Open sourcing the operating system will allow for further development in medical devices and industrial automation

The seL4 microkernel, the “world’s most highly assured OS”, has just been released as open source, which will help it evolve beyond its military use, says NICTA.

seL4 is a joint project between NICTA and General Dynamics C4 Systems, a US aerospace and defence company. It is released under the GNU General Public License, version 2 and includes all of the kernel's source code, the mathematical proofs, as well as other code and proofs for building highly secure systems.

seL4 is the most advanced of the L4 microkernels – a small, third generation microkernel with about 8,700 lines of C code.

It has full ‘functional correctness proof’, so the implementation (written in C) adheres to its specification. The binary code that executes on the hardware is a correct translation of the C code, meaning that the compiler does not have to be trusted and extends the functional correctness property to the binary.

Functional programming language Haskell was used to develop a high-performance C-based implementation of seL4 for ARM processors.

Professor Gernot Heiser, software systems research group leader at NICTA, told Techworld Australia that working in the interests of a defence company means there has not been a lot of research and development into its application outside this area.

“[Defence] is pretty much what GD [General Dynamics] are mostly interested in, so they are less interested in other use cases, particularly when it’s really small initial products that you don’t know if they will turn into something really big,” he said.

“The military… are the most focused on security and safety, and also they are the ones who are used to pushing the limits of technology and constantly looking for better solutions, etc. But we want to not keep on being dependent on military projects.

“We convinced General Dynamics that it was the best thing for everyone to get it out there and make it widely accessible and really help it to get into as many products as possible and as quickly as possible. And in the end, that will even create business for GD.”

Medical devices and industrial automation are two areas where Heiser hopes development will kick off.

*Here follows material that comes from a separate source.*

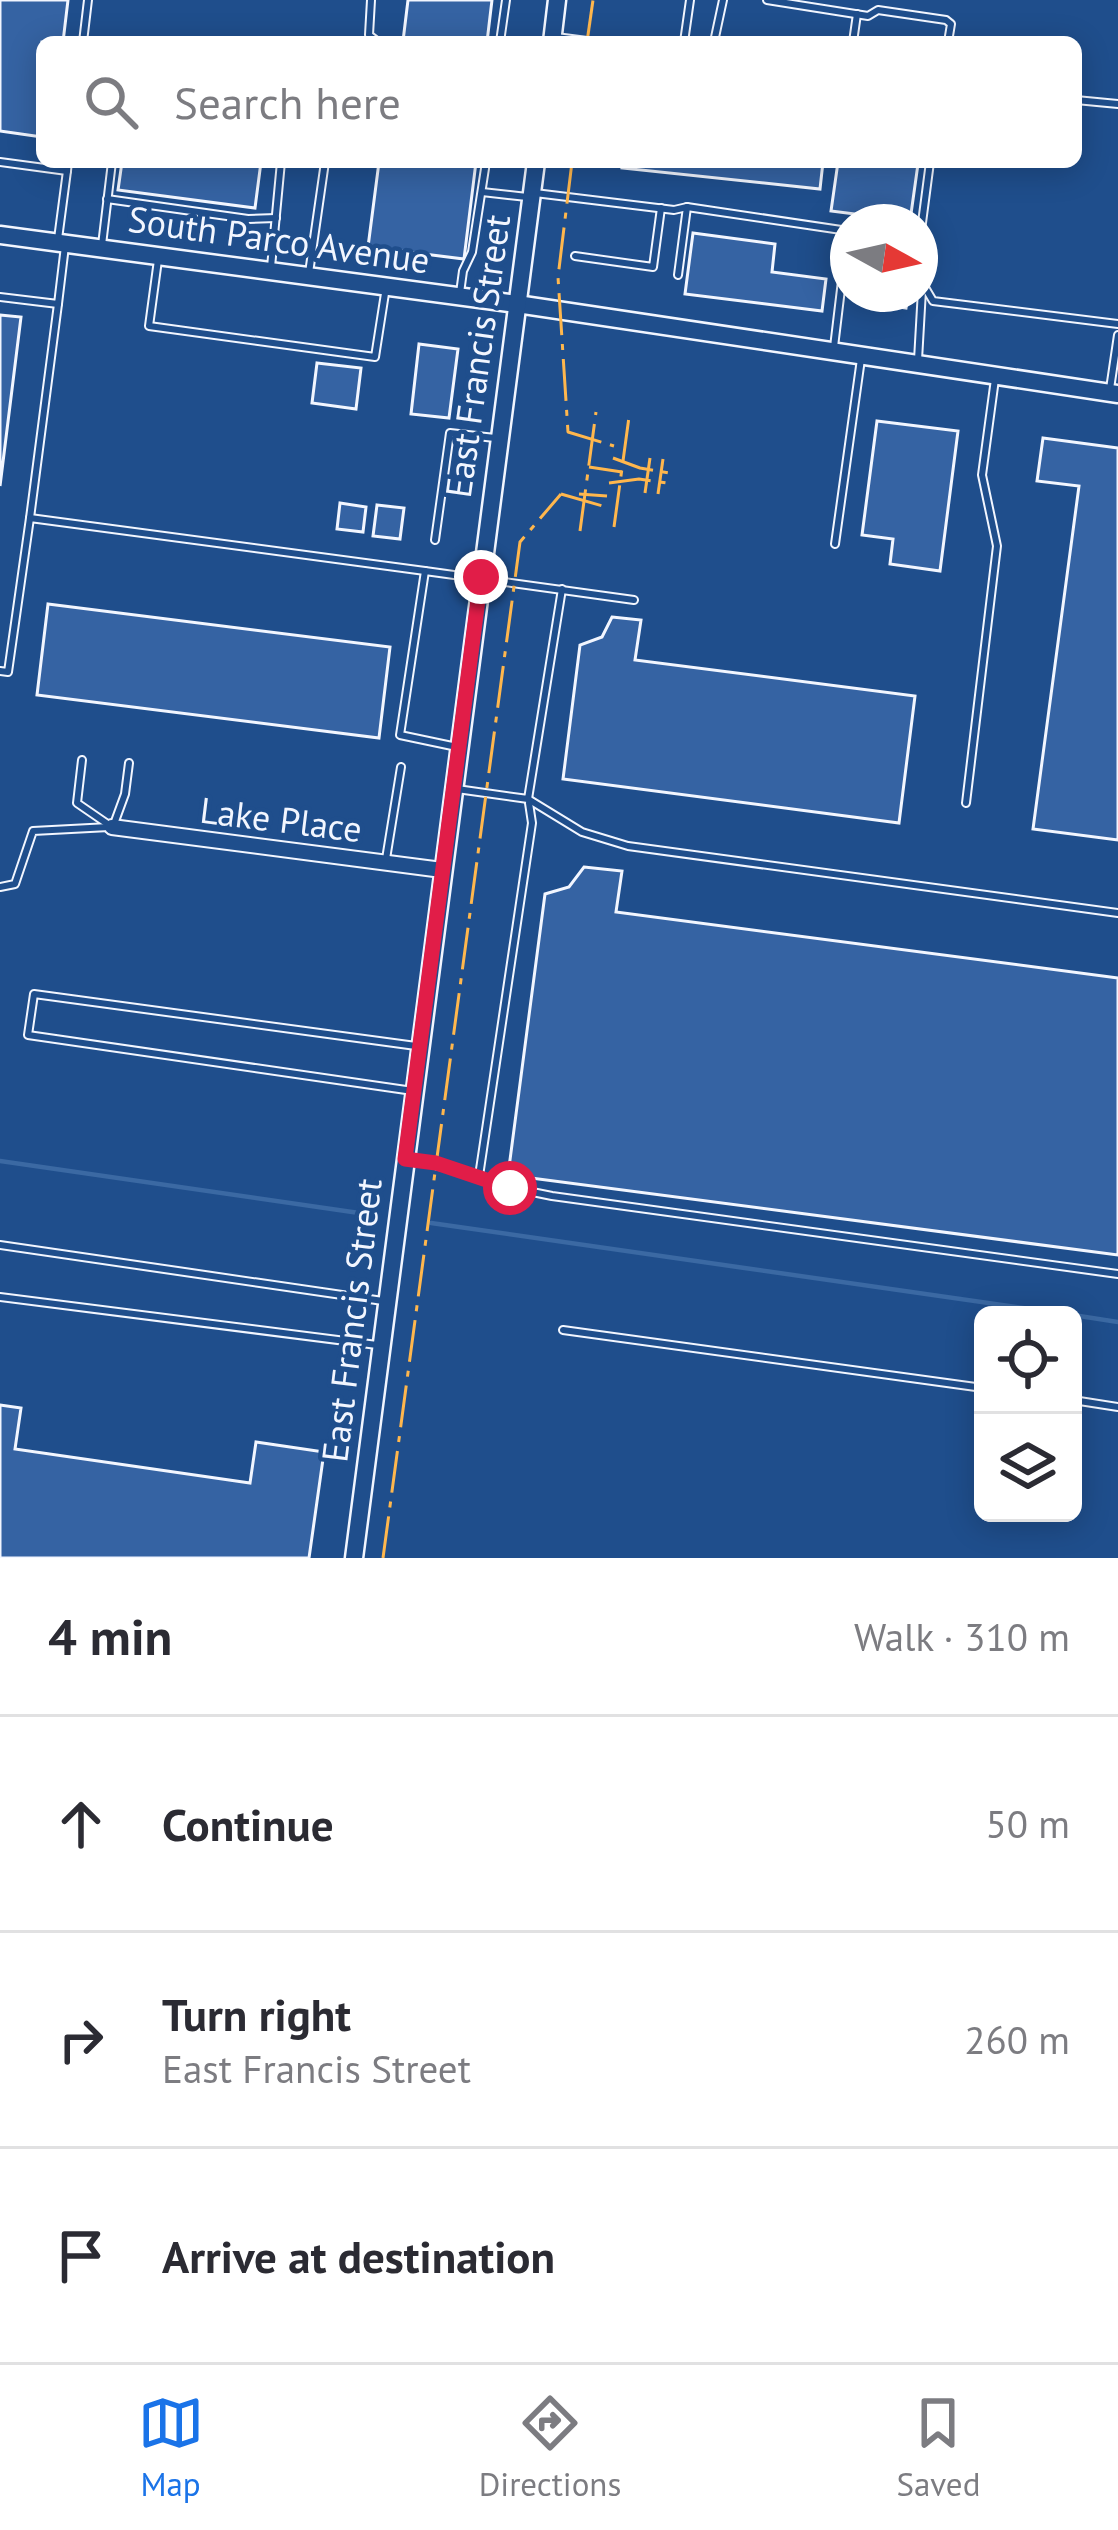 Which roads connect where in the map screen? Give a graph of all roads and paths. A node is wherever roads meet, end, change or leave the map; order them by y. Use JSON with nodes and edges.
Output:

“You can kill someone [with a pacemaker] remotely without leaving a trace through cyber-crime. [Faults in] insulin pumps kill thousands of people in the US every year,” he said.

“Any large industrial processing plant contains lots of computer-driven things. At one extreme end there are mines that are being fully automated, with vehicles driving around autonomously, etc. Then there are industrial robots that build cars or whatever.

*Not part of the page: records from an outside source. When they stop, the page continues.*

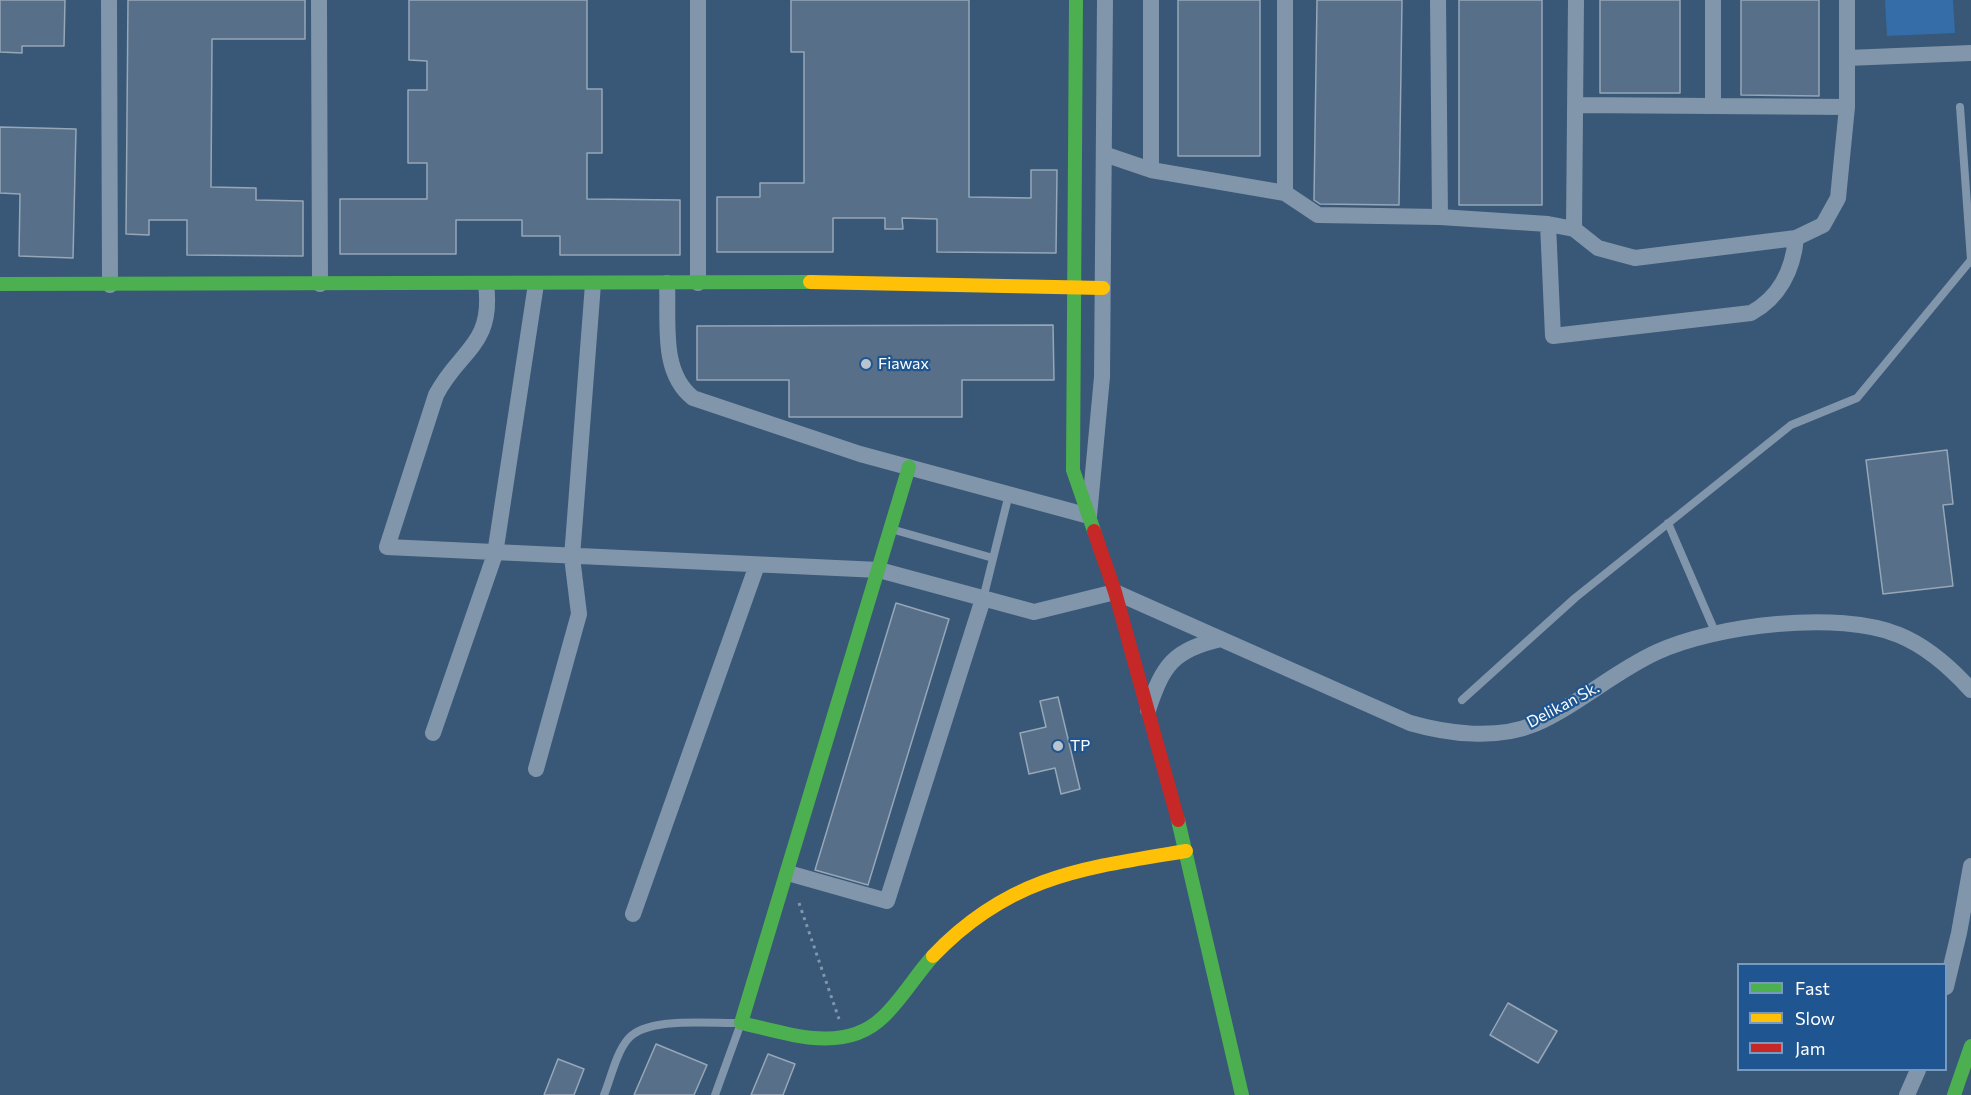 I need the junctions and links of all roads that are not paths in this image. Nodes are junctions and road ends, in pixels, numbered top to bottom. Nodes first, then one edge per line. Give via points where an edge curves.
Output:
1 (109, 0) edge
2 (319, 0) edge
3 (698, 0) edge
4 (1076, 0) edge
5 (1105, 0) edge
6 (1151, 0) edge
7 (1285, 0) edge
8 (1438, 0) edge
9 (1576, 0) edge
10 (1713, 0) edge
11 (1847, 0) edge
12 (1971, 53) edge
13 (1847, 58) junction
14 (1575, 105) junction
15 (1713, 106) junction
16 (1847, 107) junction
17 (1960, 107) dead end
18 (1104, 154) junction
19 (1151, 170) junction
20 (1285, 193) junction
21 (1440, 217) junction
22 (1548, 224) junction
23 (1574, 229) junction
24 (1796, 238) junction
25 (667, 283) junction
26 (698, 283) junction
27 (0, 284) edge
28 (320, 284) junction
29 (486, 284) junction
30 (536, 284) junction
31 (593, 284) junction
32 (110, 285) junction
33 (1075, 287) junction
34 (1103, 288) junction
35 (909, 467) junction
36 (1009, 494) junction
37 (1089, 516) junction
38 (1668, 523) junction
39 (891, 529) junction
40 (495, 554) junction
41 (572, 557) junction
42 (993, 558) junction
43 (757, 565) junction
44 (879, 570) junction
45 (1115, 592) junction
46 (983, 599) junction
47 (1716, 634) junction
48 (1221, 639) junction
49 (1971, 690) edge
50 (1462, 700) dead end
51 (1148, 711) junction
52 (433, 733) dead end
53 (536, 769) dead end
54 (1185, 851) junction
55 (1971, 866) edge
56 (788, 873) junction
57 (633, 914) dead end
58 (1947, 983) edge
59 (741, 1023) junction
60 (1971, 1046) edge
61 (1918, 1071) edge
62 (604, 1095) edge
63 (715, 1095) edge
64 (1242, 1095) edge
65 (1907, 1095) edge
66 (1954, 1095) edge

1 - 32 street
2 - 28 street
3 - 26 street
4 - 33 street
5 - 18 street
6 - 19 street
7 - 20 street
8 - 21 street
9 - 14 street
10 - 15 street
11 - 13 street
12 - 13 street
13 - 16 street
14 - 15 street
14 - 23 street
15 - 16 street
16 - 24 street via 1834,208 1822,225
17 - 38 lane via 1971,260 1857,398 1791,425
18 - 19 street
18 - 34 street
19 - 20 street
20 - 21 street via 1318,215
21 - 22 street
22 - 23 street
22 - 24 street via 1553,336 1751,313 1765,304 1783,283
23 - 24 street via 1598,248 1635,258
25 - 26 street
25 - 31 street
25 - 35 street via 672,370 679,385 693,398
26 - 33 street
27 - 32 street
28 - 29 street
28 - 32 street
29 - 30 street
29 - 40 street via 484,327 473,348 448,374 436,395 387,547
30 - 31 street
30 - 40 street
31 - 41 street
33 - 34 street
33 - 37 street via 1073,470
34 - 37 street via 1102,377
35 - 36 street
35 - 39 street
36 - 37 street
36 - 42 lane
37 - 45 street
38 - 47 lane
38 - 50 lane via 1575,597
39 - 42 lane
39 - 44 street
40 - 41 street
40 - 52 street
41 - 43 street
41 - 53 street via 579,614
42 - 46 lane
43 - 44 street
43 - 57 street
44 - 46 street
44 - 56 street
45 - 46 street via 1034,612
45 - 48 street, Delikan Sk.
45 - 51 street
46 - 56 street via 887,901
47 - 48 street, Delikan Sk. via 1657,652 1535,724 1477,733 1410,723
47 - 49 street, Delikan Sk. via 1793,624 1871,627 1898,634 1920,646
48 - 51 street via 1194,645 1169,662
51 - 54 street
54 - 59 street via 1060,875 1011,895 949,940 879,1022 867,1030 845,1038 825,1038
54 - 64 street
55 - 58 street
56 - 59 street
59 - 62 lane via 657,1024 642,1029 624,1045
59 - 63 lane
60 - 66 street
61 - 65 street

"In many cases, it is just things going wrong because the software is way too complex and a fault of a component that is not really critical can affect the operation of the critical component. seL4 gives you guaranteed isolation between the critical and less critical parts of the system.”

But drones are still an important application for the seL4. Last month, NICTA tested the seL4 on a drone where it could detect and deter cyber-attacks, and isolate different flight controls or components so if one is compromised the attack does not propagate to the other controls.

The project is being funded by US Defense Advanced Research Projects Agency (DARPA) – the agency that also funded Boston Dynamics, which Google acquired last year. NICTA is also working with Boeing, Galois, Rockwell Collins and University of Minnesota on the project.

The seL4 will be deployed in a commercial Boeing unmanned aerial vehicle by 2016. “We have a relatively simple system at the moment; it doesn’t have the full functionality. So we are protecting against certain classes of [hacks] for that one.”

Read: Autonomous systems considered the next big thing in defence technology.

NICTA and General Dynamics will continue to play a support role for the seL4 now that it is open source.

Also, whoever builds a project using the OS under the GNU GPLv2 license has to distribute it under the same open source license or a newer version. For anyone who wants to use it outside of the license terms, they can contact General Dynamics to get a commercial type license.

“If you compare it to Linux, for example, there’s no one you can [ask to] get a different license for Linux because the copyright and ownership is spread among thousands of people, so that possibility doesn’t exist in theory. In seL4’s case, because GD continues to own it, that possibility exists,” Heiser said.

When it comes to the libraries, specifications and example programs, Heiser said they are mostly released under a 2-clause BSD license, with plus tools under either BSD or GPL. "Some of the user-level examples incorporate third-party open-source software, which enforce licence conditions on our improvements."

Heiser could not name the companies that are interested in developing projects using the seL4, but said there’s a small Australian company keen to get involved, which NICTA may work with.

“We are willing and happy to get into commercial arrangements for helping people to actually build their products. And on the traditional engineering side, GD is also well placed for that.”